Taking some time on the weekend to waste a little time, I caught up on some movies. “Transformers: Dark of the Moon” [6/10] was extremely uncomfortable at times, and oh so predictable, but still enjoyable enough to get a passing mark. The Spock on TV joke during the movie helped me figure out the voice of Sentinal Prime, who I recognized eventually as Leonard Nimoy’s, but couldn’t name at first. They later had him make another Star Trek joke, claiming “the needs of the many outweigh the needs of the few”. On Friday I’d watched the end of “Star Trek Generations” [7/10] and all of “Star Trek First Contact” [10/10]. I finally finished watching “X Men First Class” [8/10] after starting it months ago, then not having an easy means on hand to watch the conclusion after the Russian mansion is stormed.

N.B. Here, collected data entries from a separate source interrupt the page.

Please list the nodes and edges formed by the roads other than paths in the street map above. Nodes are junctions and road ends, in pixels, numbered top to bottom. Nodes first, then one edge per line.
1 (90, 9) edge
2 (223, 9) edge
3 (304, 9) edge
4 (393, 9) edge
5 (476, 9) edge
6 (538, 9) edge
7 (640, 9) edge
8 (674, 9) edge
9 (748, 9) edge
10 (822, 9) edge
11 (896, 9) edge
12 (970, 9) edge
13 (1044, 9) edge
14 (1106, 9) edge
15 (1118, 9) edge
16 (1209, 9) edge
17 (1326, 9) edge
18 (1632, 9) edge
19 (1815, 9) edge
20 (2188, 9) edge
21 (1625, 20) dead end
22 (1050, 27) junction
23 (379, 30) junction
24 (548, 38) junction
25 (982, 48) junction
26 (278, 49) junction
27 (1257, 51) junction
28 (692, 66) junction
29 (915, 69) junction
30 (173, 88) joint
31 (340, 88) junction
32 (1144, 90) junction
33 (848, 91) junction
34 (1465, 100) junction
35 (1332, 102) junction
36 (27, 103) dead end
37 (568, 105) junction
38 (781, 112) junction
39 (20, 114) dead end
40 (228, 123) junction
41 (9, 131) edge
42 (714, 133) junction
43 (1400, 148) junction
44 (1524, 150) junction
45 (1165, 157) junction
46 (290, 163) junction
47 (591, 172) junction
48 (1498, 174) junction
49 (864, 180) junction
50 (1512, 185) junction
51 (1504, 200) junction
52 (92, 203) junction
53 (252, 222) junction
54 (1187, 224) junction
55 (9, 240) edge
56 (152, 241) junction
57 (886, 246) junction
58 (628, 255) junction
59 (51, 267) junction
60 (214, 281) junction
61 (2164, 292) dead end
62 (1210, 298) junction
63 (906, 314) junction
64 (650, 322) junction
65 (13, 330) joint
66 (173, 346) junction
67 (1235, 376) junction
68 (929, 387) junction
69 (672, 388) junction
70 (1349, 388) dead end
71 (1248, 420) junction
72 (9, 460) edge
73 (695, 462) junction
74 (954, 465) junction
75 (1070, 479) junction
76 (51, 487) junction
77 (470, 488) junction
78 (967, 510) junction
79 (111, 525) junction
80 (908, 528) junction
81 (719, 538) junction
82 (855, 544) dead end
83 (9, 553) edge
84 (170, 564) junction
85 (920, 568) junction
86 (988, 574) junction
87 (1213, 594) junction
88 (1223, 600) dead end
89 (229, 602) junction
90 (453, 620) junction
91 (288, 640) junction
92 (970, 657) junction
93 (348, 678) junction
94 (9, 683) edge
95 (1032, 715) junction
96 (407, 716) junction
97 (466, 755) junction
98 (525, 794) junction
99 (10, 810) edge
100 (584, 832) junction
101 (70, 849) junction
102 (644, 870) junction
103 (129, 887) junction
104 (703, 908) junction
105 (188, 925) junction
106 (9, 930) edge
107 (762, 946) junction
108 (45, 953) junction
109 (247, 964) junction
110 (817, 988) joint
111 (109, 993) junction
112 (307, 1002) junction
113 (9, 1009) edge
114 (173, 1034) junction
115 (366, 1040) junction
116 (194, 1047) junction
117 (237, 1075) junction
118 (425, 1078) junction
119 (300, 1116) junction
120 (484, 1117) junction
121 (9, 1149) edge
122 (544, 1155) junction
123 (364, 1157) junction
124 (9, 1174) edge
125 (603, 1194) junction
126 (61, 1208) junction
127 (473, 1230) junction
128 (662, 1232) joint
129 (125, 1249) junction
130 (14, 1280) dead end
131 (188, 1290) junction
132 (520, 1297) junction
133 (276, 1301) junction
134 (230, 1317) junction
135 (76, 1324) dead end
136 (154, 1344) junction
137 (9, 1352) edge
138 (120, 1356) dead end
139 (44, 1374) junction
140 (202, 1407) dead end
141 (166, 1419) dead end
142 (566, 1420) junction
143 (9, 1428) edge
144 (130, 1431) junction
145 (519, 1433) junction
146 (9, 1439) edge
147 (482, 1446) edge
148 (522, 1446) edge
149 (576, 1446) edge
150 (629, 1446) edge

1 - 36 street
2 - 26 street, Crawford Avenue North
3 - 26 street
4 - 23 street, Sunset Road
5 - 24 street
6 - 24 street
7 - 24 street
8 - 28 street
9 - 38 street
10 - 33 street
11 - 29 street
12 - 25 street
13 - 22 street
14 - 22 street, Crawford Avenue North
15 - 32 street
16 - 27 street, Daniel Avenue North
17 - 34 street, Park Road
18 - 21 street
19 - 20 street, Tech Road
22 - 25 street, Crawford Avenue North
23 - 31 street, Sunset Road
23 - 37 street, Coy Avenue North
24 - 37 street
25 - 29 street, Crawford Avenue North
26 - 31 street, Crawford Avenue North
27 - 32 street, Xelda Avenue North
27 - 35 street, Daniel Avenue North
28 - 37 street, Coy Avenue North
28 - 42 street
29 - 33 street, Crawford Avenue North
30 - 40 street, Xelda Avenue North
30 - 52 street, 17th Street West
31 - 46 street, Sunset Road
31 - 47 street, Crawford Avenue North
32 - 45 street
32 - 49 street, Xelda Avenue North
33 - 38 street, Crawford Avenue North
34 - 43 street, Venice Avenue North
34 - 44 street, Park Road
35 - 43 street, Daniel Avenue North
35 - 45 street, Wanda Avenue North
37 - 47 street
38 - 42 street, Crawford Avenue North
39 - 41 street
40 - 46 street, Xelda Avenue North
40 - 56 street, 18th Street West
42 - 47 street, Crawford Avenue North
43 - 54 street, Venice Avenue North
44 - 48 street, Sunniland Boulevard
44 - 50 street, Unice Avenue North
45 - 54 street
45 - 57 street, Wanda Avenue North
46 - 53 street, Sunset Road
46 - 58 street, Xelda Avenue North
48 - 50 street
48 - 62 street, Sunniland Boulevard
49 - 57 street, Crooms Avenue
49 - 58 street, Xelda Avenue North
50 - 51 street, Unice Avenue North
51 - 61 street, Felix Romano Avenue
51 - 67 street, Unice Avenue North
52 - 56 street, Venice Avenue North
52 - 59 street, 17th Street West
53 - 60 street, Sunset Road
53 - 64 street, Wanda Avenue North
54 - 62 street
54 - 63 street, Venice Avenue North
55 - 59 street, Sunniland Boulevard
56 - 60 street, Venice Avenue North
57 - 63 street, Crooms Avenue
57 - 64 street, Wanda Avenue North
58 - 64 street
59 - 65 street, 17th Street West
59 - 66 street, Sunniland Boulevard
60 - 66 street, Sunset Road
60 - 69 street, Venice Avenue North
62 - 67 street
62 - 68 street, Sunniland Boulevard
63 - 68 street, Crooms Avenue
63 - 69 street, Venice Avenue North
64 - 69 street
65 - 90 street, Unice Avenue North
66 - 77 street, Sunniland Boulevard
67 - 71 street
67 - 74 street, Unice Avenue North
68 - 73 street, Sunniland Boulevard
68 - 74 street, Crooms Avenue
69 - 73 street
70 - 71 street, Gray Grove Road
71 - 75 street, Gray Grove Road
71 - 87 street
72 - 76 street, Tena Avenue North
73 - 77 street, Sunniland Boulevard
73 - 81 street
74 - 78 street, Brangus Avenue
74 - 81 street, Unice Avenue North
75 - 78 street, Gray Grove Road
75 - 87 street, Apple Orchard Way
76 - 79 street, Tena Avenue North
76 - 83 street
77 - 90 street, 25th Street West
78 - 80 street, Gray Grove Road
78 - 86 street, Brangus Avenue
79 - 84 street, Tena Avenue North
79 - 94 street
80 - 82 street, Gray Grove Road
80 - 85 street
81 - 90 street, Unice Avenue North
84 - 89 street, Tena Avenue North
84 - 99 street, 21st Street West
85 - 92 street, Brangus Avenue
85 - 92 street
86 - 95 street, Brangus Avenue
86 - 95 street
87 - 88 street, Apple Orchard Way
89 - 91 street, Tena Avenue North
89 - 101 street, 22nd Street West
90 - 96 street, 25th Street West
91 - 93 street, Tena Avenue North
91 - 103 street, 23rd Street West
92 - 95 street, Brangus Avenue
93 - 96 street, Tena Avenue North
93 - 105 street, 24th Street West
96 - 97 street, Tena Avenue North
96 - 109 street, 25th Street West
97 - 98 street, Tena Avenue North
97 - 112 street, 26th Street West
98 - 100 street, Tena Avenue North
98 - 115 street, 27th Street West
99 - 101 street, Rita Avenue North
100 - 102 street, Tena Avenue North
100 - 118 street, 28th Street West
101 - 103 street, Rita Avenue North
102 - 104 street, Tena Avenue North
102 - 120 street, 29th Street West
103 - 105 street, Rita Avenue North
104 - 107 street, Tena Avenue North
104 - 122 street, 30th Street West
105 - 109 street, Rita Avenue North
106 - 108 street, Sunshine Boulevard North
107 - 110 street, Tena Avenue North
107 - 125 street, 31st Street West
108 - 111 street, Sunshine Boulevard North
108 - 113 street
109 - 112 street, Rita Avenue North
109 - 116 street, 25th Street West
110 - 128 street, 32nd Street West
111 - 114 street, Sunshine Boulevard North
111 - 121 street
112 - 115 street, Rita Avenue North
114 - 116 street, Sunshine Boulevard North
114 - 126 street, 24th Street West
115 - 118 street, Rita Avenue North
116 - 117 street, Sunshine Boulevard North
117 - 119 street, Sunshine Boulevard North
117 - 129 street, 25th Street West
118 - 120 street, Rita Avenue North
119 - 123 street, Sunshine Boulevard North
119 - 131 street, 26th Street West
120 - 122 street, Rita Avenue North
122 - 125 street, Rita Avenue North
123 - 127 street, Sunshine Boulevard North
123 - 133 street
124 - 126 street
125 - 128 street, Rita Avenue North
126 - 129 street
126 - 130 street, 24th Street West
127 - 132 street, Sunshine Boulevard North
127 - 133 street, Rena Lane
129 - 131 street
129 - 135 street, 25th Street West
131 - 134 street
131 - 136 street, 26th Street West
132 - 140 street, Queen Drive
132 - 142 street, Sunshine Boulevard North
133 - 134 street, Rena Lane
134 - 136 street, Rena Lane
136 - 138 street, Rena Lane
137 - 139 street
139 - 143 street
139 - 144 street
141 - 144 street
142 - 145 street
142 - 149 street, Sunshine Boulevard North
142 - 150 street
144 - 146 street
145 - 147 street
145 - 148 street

All that wasn’t enough. I also watched the alternate reality WWII film “Inglorious Basterds” [8/10] and found it less gruesome than I expected for a Tarantino movie.

Django; The ‘D’eath Is Not Silent

Watched “Django Unchained” [7/10], and realized that bodies were exploding because it was a Tarantino movie. It went about as expected. Some parts should not be watched, or it will cause trauma; Like the dogs ripping someone apart. However, I was pleasantly surprised to hear this Jim Croce song.

Before arriving at the Golden Mile theatre, there was a white husky dog with a green (shock?, tracking?) box collar on, and a Regina tag, but I couldn’t get the number on it to call the City because the dog would nip when I held his collar. It ran off to a car to investigate a barking dog, and I let nature (and the SPCA) take its course.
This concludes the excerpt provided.